Kwasi Kwarteng’s proposal to remove the cap on bankers’ bonuses is an odd political fight to pick. Inflation at 9.9% is tearing chunks out of the real-terms pay packets of the vast majority of the population who never get a sniff of a bonus, even in good times. The idea that freedom to shower bigger bonuses on City bankers represents a “Brexit dividend” will strike many as ridiculous or offensive. The optics, in political lingo, are terrible.
But here’s the thing: on the pure logic of the matter, the chancellor has a point. The design of the European Union’s bonus cap was always clunky and there is no evidence it has reduced risk-taking by banks, which was meant to be the aim. The problem, as rehearsed here at the time, is that the “waterbed principle” applies: push down in one area of pay and another goes up.
The cap, critically, did not set a constraint on how much a bank can pay an individual.

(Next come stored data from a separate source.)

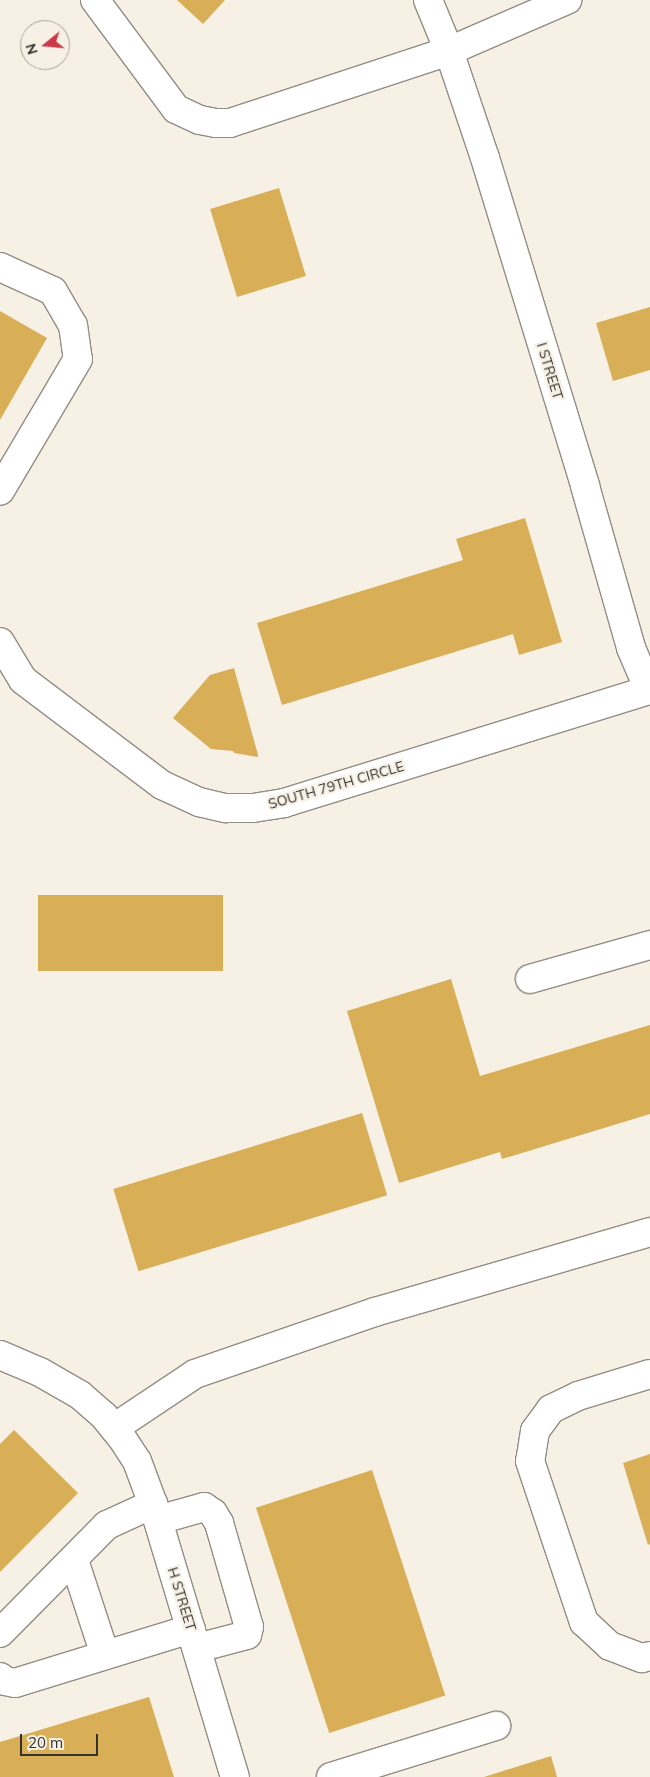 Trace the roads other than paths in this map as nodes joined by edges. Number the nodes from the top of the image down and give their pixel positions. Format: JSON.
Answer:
{"nodes":[{"id":1,"x":95,"y":0,"type":"edge"},
{"id":2,"x":428,"y":0,"type":"edge"},
{"id":3,"x":567,"y":0,"type":"edge"},
{"id":4,"x":449,"y":51,"type":"junction"},
{"id":5,"x":0,"y":267,"type":"edge"},
{"id":6,"x":0,"y":491,"type":"edge"},
{"id":7,"x":0,"y":642,"type":"edge"},
{"id":8,"x":650,"y":690,"type":"edge"},
{"id":9,"x":650,"y":945,"type":"edge"},
{"id":10,"x":530,"y":979,"type":"dead end"},
{"id":11,"x":650,"y":1232,"type":"edge"},
{"id":12,"x":0,"y":1356,"type":"edge"},
{"id":13,"x":650,"y":1374,"type":"edge"},
{"id":14,"x":114,"y":1428,"type":"junction"},
{"id":15,"x":155,"y":1512,"type":"junction"},
{"id":16,"x":74,"y":1560,"type":"junction"},
{"id":17,"x":0,"y":1633,"type":"edge"},
{"id":18,"x":194,"y":1639,"type":"junction"},
{"id":19,"x":105,"y":1655,"type":"junction"},
{"id":20,"x":650,"y":1656,"type":"edge"},
{"id":21,"x":0,"y":1676,"type":"edge"},
{"id":22,"x":496,"y":1726,"type":"dead end"},
{"id":23,"x":235,"y":1777,"type":"edge"},
{"id":24,"x":330,"y":1777,"type":"edge"}],
"edges":[{"from":1,"to":4,"type":"street"},
{"from":2,"to":4,"type":"street","name":"I STREET"},
{"from":3,"to":4,"type":"street"},
{"from":4,"to":8,"type":"street","name":"I STREET"},
{"from":5,"to":6,"type":"street"},
{"from":7,"to":8,"type":"street","name":"SOUTH 79TH CIRCLE"},
{"from":9,"to":10,"type":"street"},
{"from":11,"to":14,"type":"street"},
{"from":12,"to":14,"type":"street","name":"H STREET"},
{"from":13,"to":20,"type":"street"},
{"from":14,"to":15,"type":"street","name":"H STREET"},
{"from":15,"to":16,"type":"street"},
{"from":15,"to":18,"type":"street","name":"H STREET"},
{"from":15,"to":18,"type":"street"},
{"from":16,"to":17,"type":"street"},
{"from":16,"to":19,"type":"street"},
{"from":18,"to":19,"type":"street"},
{"from":18,"to":23,"type":"street","name":"H STREET"},
{"from":19,"to":21,"type":"street"},
{"from":22,"to":24,"type":"street"}]}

Rather, it limits the bonus portion to two times the employee’s salary. So banks – shamelessly but predictably – increased fixed pay. In 2014, the chief executives of Barclays and Lloyds Banking Group were given £1m salary increases dressed up as “allowances”. At HSBC, the fixed pay of the boss – the minimum he would earn – increased from £2.5m to £4.2m. Similar manoeuvres ricocheted though remuneration structures lower down the organisations.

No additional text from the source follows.